▶ [Task]:
Please write out, exactly as given, the line that contains "Build a routing" and all lines that follow it through the end of the listing, and nothing else.

----

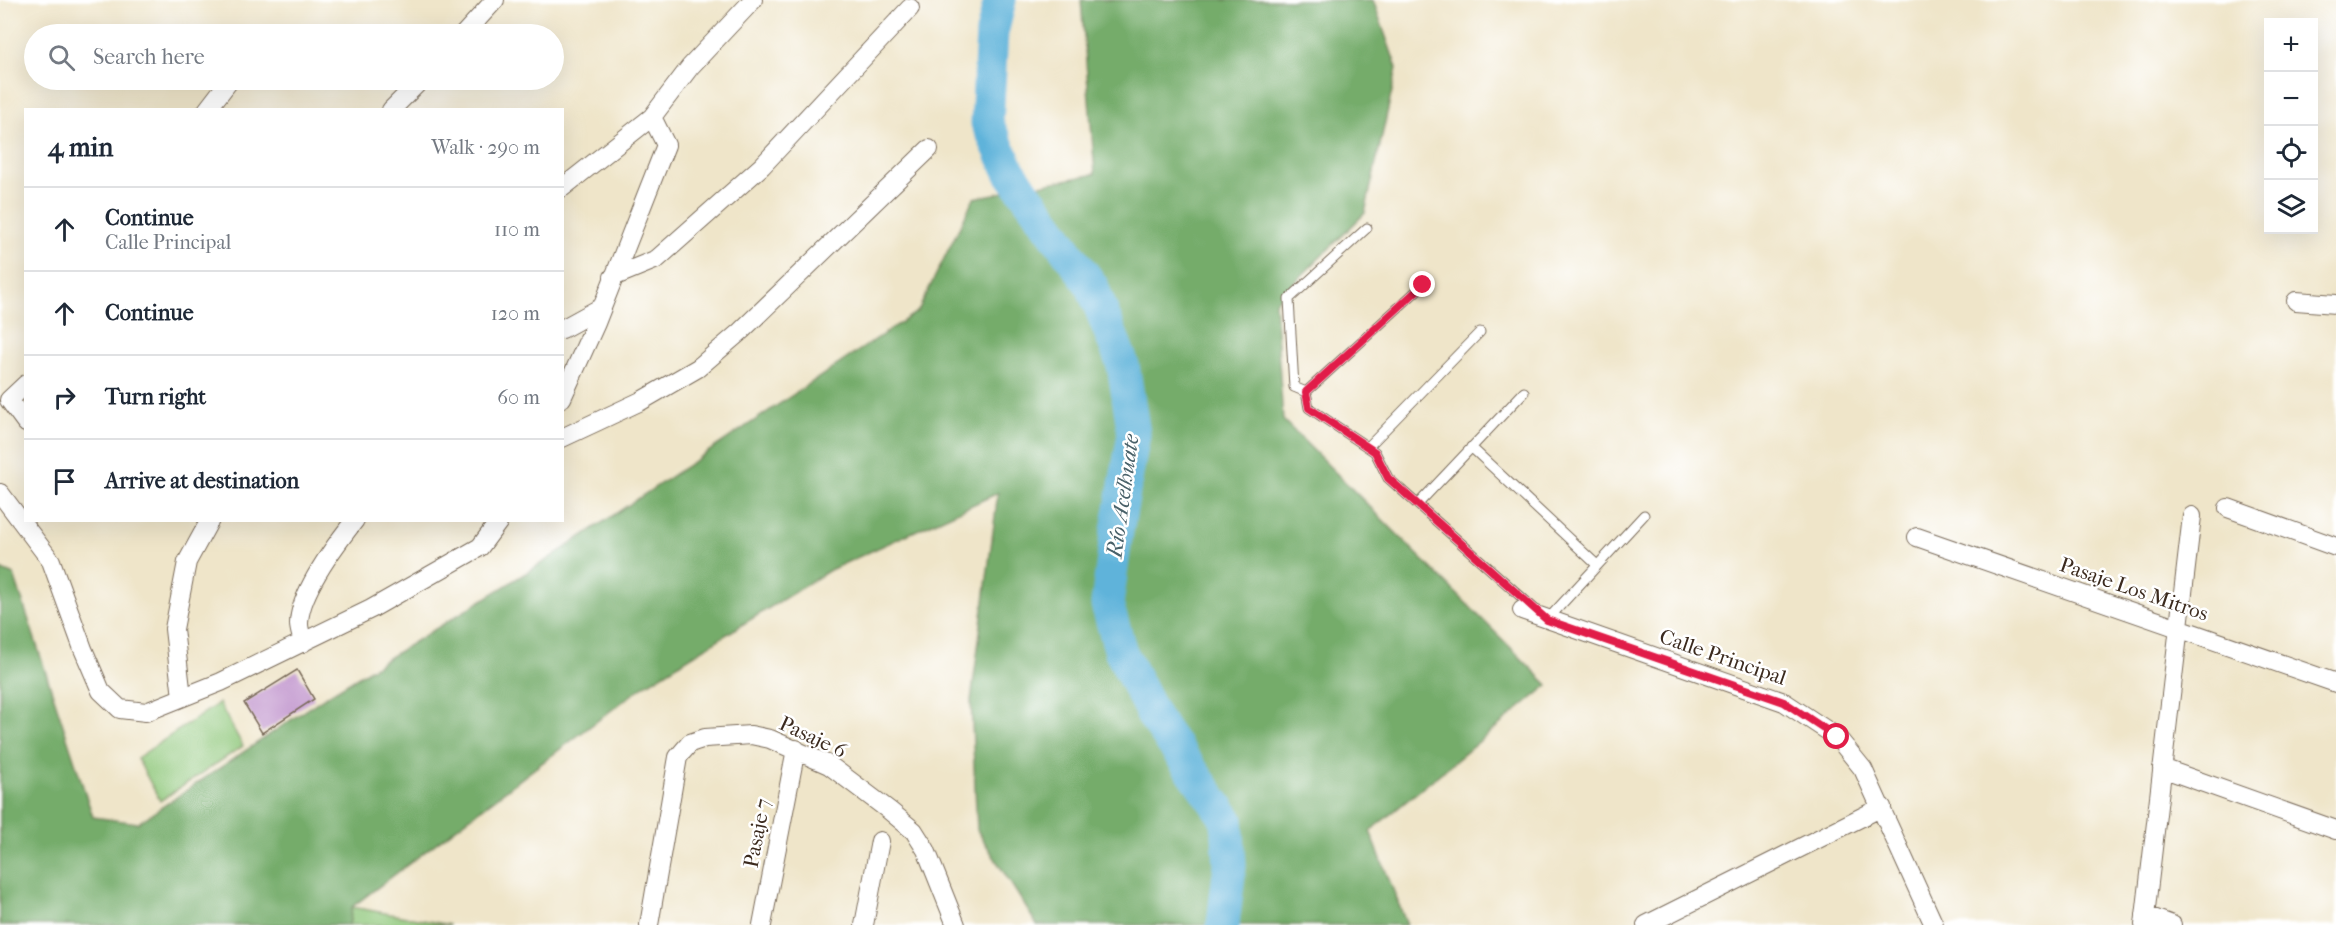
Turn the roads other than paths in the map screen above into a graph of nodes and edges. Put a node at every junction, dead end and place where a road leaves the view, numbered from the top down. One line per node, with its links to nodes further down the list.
1 (495, 0): 4 (street)
2 (753, 0): 9 (street)
3 (910, 8): 13 (street)
4 (473, 24)
5 (222, 90): 7 (street)
6 (411, 90): 8 (street)
7 (209, 108)
8 (393, 108)
9 (652, 117): 11 (street); 13 (street)
10 (929, 149): 26 (street)
11 (564, 186)
12 (1366, 228): 21 (lane)
13 (613, 277): 17 (street)
14 (1423, 285): 21 (lane)
15 (2296, 300): 16 (street)
16 (2336, 304)
17 (602, 307): 18 (street); 23 (street)
18 (564, 328)
19 (1480, 332): 27 (lane)
20 (24, 386): 24 (street)
21 (1306, 392): 27 (lane)
22 (1524, 392): 28 (lane)
23 (564, 393)
24 (11, 399): 25 (street)
25 (24, 420)
26 (564, 437)
27 (1368, 447): 30 (lane)
28 (1471, 447): 30 (lane); 39 (lane)
29 (0, 493): 45 (street)
30 (1418, 504): 41 (lane)
31 (2229, 508): 38 (street)
32 (1644, 515): 39 (lane)
33 (2192, 516): 42 (street)
34 (209, 522): 45 (street)
35 (353, 522): 43 (street)
36 (499, 522): 43 (street)
37 (1917, 537): 42 (street, Pasaje Los Mitros)
38 (2336, 547)
39 (1597, 565): 41 (lane)
40 (1522, 610): 41 (street, Calle Principal)
41 (1547, 620): 48 (street, Calle Principal)
42 (2179, 629): 44 (street, Pasaje Los Mitros); 47 (street)
43 (303, 643): 45 (street)
44 (2336, 683)
45 (182, 697)
46 (796, 749): 52 (street, Pasaje 6); 53 (street, Pasaje 7); 55 (street, Pasaje 6)
47 (2162, 768): 49 (street); 51 (street)
48 (1882, 807): 56 (street); 57 (street, Calle Principal)
49 (2336, 831)
50 (880, 841): 54 (street)
51 (2145, 920): 58 (street)
52 (650, 925)
53 (762, 925)
54 (864, 925)
55 (956, 925)
56 (1646, 925)
57 (1934, 925)
58 (2172, 925)

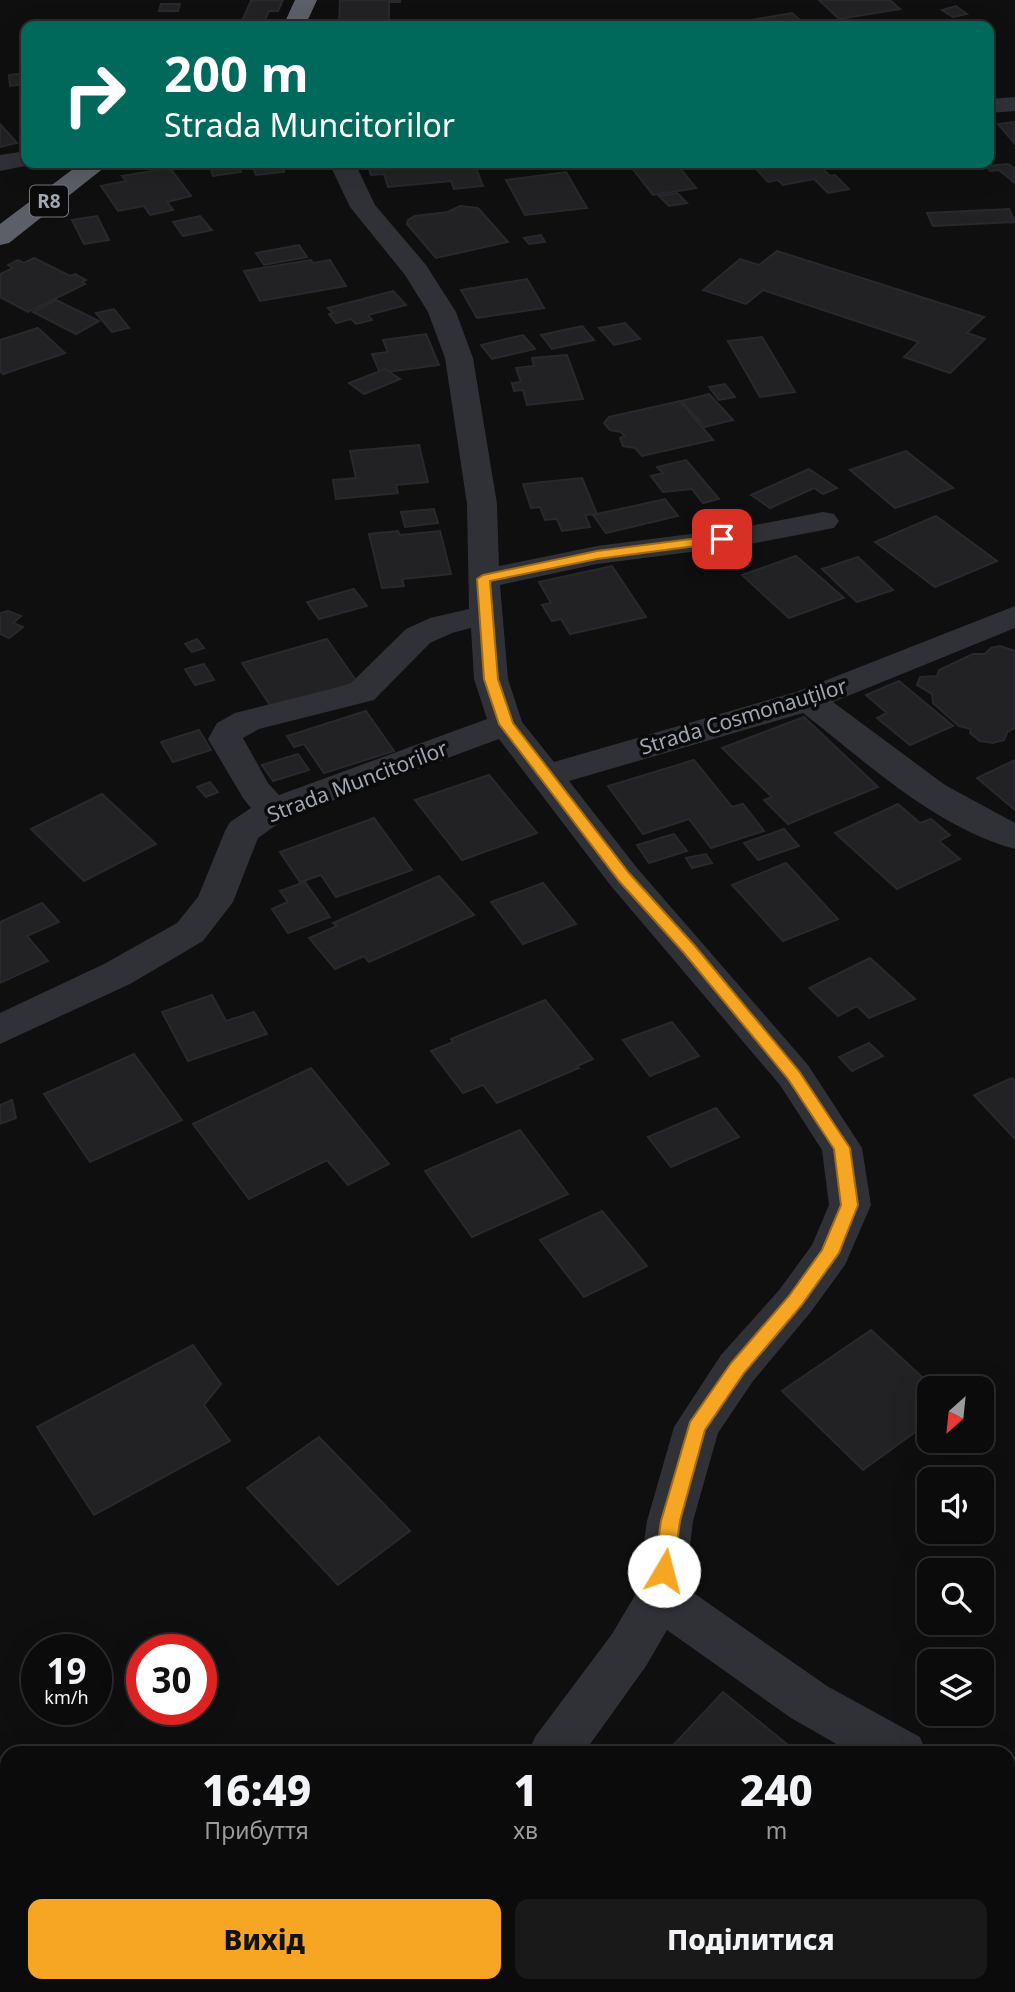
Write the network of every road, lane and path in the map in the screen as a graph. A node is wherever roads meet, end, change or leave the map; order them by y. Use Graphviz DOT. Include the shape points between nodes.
graph roads {
  1 [pos="306,0"];
  2 [pos="296,21"];
  3 [pos="1015,104"];
  4 [pos="994,106"];
  5 [pos="21,160"];
  6 [pos="0,163"];
  7 [pos="90,168"];
  8 [pos="344,168"];
  9 [pos="0,237"];
  10 [pos="822,520"];
  11 [pos="485,597"];
  12 [pos="1015,616"];
  13 [pos="808,701"];
  14 [pos="506,724"];
  15 [pos="547,776"];
  16 [pos="273,810"];
  17 [pos="1015,837"];
  18 [pos="0,1030"];
  19 [pos="660,1597"];
  20 [pos="558,1746"];
  21 [pos="888,1746"];
  1 -- 2 [label="highway"];
  3 -- 4 [label="street"];
  5 -- 6 [label="street"];
  7 -- 9 [label="highway, R8"];
  8 -- 11 [label="street" via="363,207 416,271 442,312 459,358 482,504"];
  10 -- 11 [label="street" via="758,534 597,555"];
  11 -- 14 [label="street" via="491,679"];
  11 -- 16 [label="street" via="418,636 362,692 247,721 229,731 225,739"];
  12 -- 13 [label="street, Strada Cosmonauților"];
  13 -- 15 [label="street, Strada Cosmonauților"];
  13 -- 17 [label="street" via="926,789 983,825"];
  14 -- 15 [label="street"];
  14 -- 16 [label="street, Strada Muncitorilor"];
  15 -- 19 [label="street" via="624,877 794,1075 842,1148 850,1205 830,1253 737,1368 696,1427 670,1521"];
  16 -- 18 [label="street, Strada Muncitorilor" via="243,831 214,902 190,932 117,974"];
  19 -- 20 [label="street" via="629,1650"];
  19 -- 21 [label="street" via="809,1702"];
}
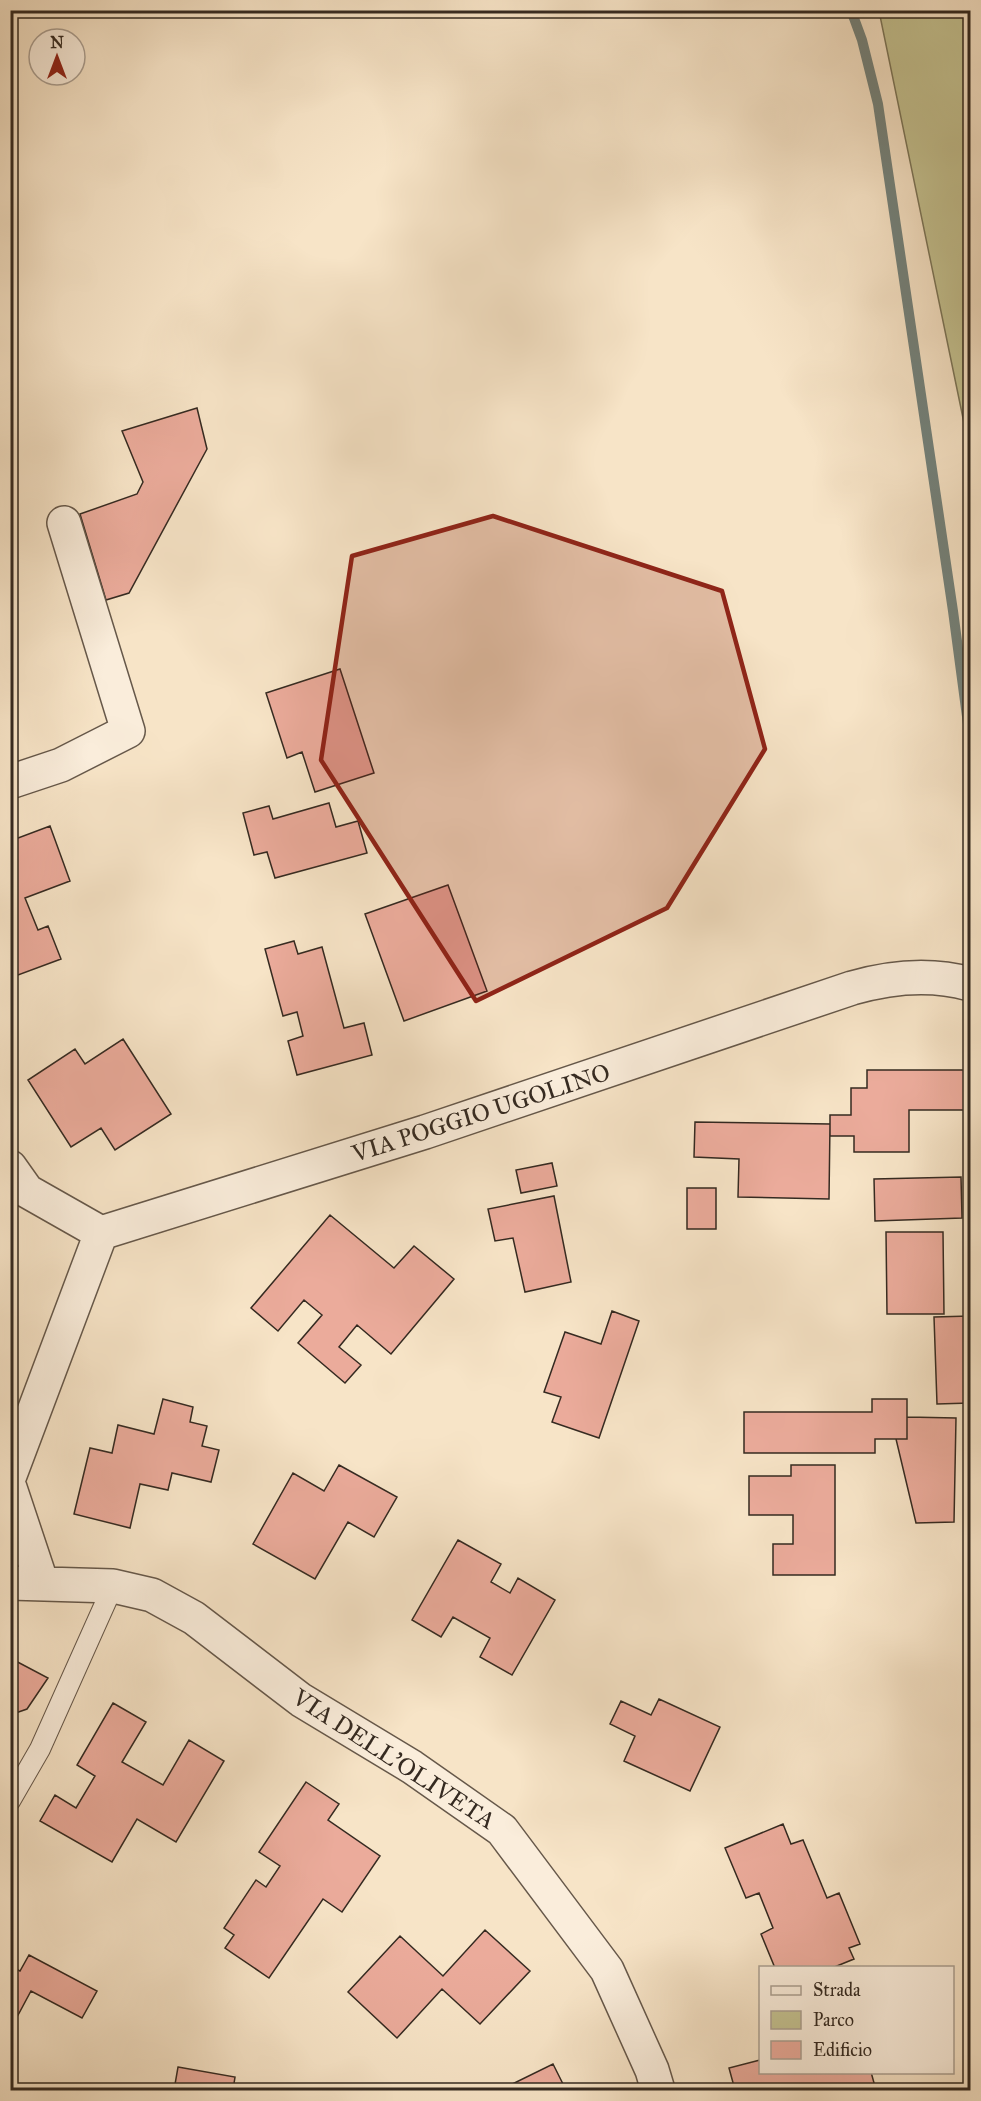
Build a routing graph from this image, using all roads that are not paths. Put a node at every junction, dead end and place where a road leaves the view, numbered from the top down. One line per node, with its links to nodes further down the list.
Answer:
1 (64, 523): 2 (street)
2 (10, 782)
3 (970, 984): 5 (street, VIA POGGIO UGOLINO)
4 (10, 1167): 5 (street)
5 (101, 1233): 6 (street)
6 (10, 1475)
7 (10, 1488): 8 (street)
8 (26, 1583): 9 (street, VIA DELL'OLIVETA)
9 (113, 1586): 10 (lane); 11 (street, VIA DELL'OLIVETA)
10 (10, 1801)
11 (658, 2091)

----

▶ [Response for this exercise]:
Build a routing graph from this image, using all roads that are not paths. Put a node at every junction, dead end and place where a road leaves the view, numbered from the top down. One line per node, with its links to nodes further down the list.
Answer:
1 (64, 523): 2 (street)
2 (10, 782)
3 (970, 984): 5 (street, VIA POGGIO UGOLINO)
4 (10, 1167): 5 (street)
5 (101, 1233): 6 (street)
6 (10, 1475)
7 (10, 1488): 8 (street)
8 (26, 1583): 9 (street, VIA DELL'OLIVETA)
9 (113, 1586): 10 (lane); 11 (street, VIA DELL'OLIVETA)
10 (10, 1801)
11 (658, 2091)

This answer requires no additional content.